I hated life. I hated everything. I hated myself, I hated my doctors, I hated the sky, I hated how I felt. I despised that my body wouldn’t work anymore. I was so frustrated I couldn’t even think straight about what I should do because my mind was swimming in an oatmeal fog. I was filled with hate, rage, frustration, despair . . . I gave up. I laid there and gave up on life, gave up on life. Maybe it was two minutes, two hours, two days . . . I don’t know but I laid there and gave in to the drugs and let my mind swim around in circling while the room spun uncontrollably.
The next morning I didn’t take my medications. I stopped everything. For the record I know that this was dangerous and not the way you’re supposed to do it but I didn’t care in that moment. The physical pain I felt was unbearable. The mental pain was not as bad. The withdrawal from the pain killers was the worst. They had never been working fully but it was the dependency. The continual increasing in amount to deal with the same pain. It came in waves and with each wave came a new mounting drive to end my life and be done with it all. I wanted it to be all over. Just end.
Then one morning about two weeks later I woke up and my mind was clear. My body hurt but I could feel that it hurt. I could feel exactly where it hurt. I could concentrate, I made coffee, I ate breakfast, I drove my car….I still despised my work….I watched a movie and understood what was happening. I kissed my husband and I felt his lips, felt his love again.

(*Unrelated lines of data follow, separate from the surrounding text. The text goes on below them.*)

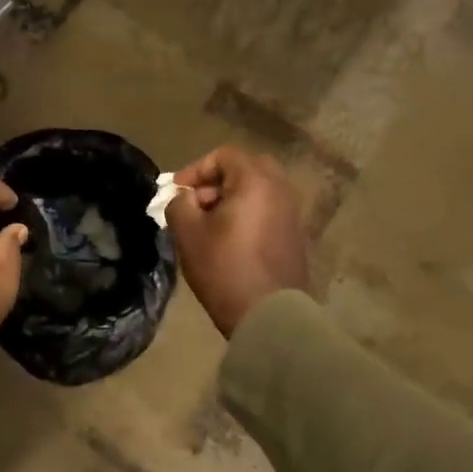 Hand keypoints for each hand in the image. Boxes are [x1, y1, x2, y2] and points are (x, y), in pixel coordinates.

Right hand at [165, 146, 308, 337]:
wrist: (269, 315)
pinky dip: (247, 215)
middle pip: (245, 169)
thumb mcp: (188, 232)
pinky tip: (228, 241)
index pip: (224, 155)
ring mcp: (292, 214)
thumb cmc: (224, 267)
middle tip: (196, 203)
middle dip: (216, 181)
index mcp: (256, 181)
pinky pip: (267, 211)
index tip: (178, 192)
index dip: (196, 169)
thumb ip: (179, 203)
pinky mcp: (295, 237)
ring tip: (208, 225)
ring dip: (231, 199)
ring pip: (257, 191)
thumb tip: (185, 198)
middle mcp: (280, 190) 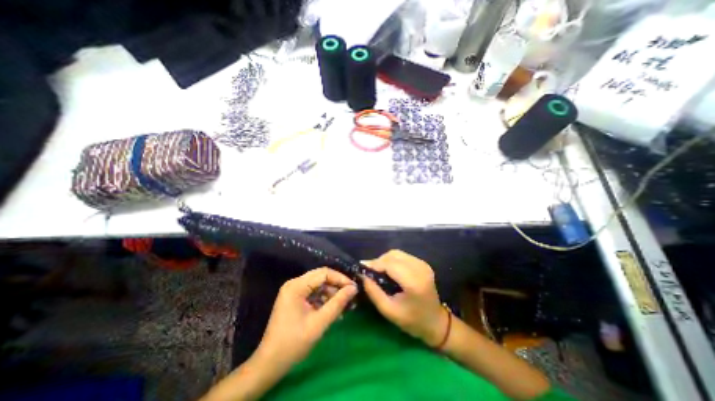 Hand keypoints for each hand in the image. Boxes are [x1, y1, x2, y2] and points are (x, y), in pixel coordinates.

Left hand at [257, 267, 357, 368]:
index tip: (354, 288)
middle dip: (337, 285)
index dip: (340, 279)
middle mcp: (294, 283)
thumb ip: (338, 303)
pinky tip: (333, 309)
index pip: (324, 273)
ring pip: (318, 284)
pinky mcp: (295, 298)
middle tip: (351, 295)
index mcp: (297, 286)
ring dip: (332, 293)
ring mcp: (293, 291)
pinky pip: (313, 293)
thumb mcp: (319, 323)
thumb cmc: (294, 343)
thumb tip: (354, 288)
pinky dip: (324, 299)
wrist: (270, 364)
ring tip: (344, 305)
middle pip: (321, 277)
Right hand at [363, 249, 445, 345]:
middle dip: (378, 261)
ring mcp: (423, 264)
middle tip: (369, 271)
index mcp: (413, 282)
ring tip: (377, 271)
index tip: (361, 267)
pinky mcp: (422, 263)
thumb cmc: (412, 321)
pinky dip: (392, 260)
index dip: (374, 264)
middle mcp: (419, 268)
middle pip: (393, 255)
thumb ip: (373, 292)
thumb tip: (362, 275)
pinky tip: (388, 270)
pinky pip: (402, 256)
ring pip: (397, 253)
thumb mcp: (388, 310)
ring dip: (385, 260)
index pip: (389, 264)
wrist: (435, 322)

When I wanted to die it wasn’t because I felt too much, it was because I couldn’t feel anything. I was overwhelmed by the lack of clarity, by the suppression of my mind to consciously and subconsciously process.
When I wanted to die it wasn’t because I didn’t have anything to live for. It was because I couldn’t think of what I had to live for. I let other people control my health and my mind. I let others give me medications that basically rendered me as a walking zombie. No, it wasn’t their fault that I was how I was. No, they didn’t force the medications down my throat. I took the medications willingly. I put the pills into my mouth and swallowed. But, when I wanted to stop I wasn’t allowed to. When did the choices for our bodies and minds become someone else’s jurisdiction? When did we become so afraid of our doctors? I had become a slave to the medical system and put all my faith in people who were more interested in medicating then finding the underlying issues and working on those.
Sometimes I wonder if I really wanted to die that time or if it was the medications effecting my thoughts. Either way, the thoughts were there in my mind. Maybe the medications strengthened those ideas or maybe they suppressed the good thoughts and let the others slowly surface. Either way now those thoughts are mine to own forever. They had made me who I am. They still dwell there in the back of my mind. Everyday is an internal battle to keep the suicidal thoughts in the distance. They like to surface, playing games and invading the happier moments. But now I can recognize them and control them for now.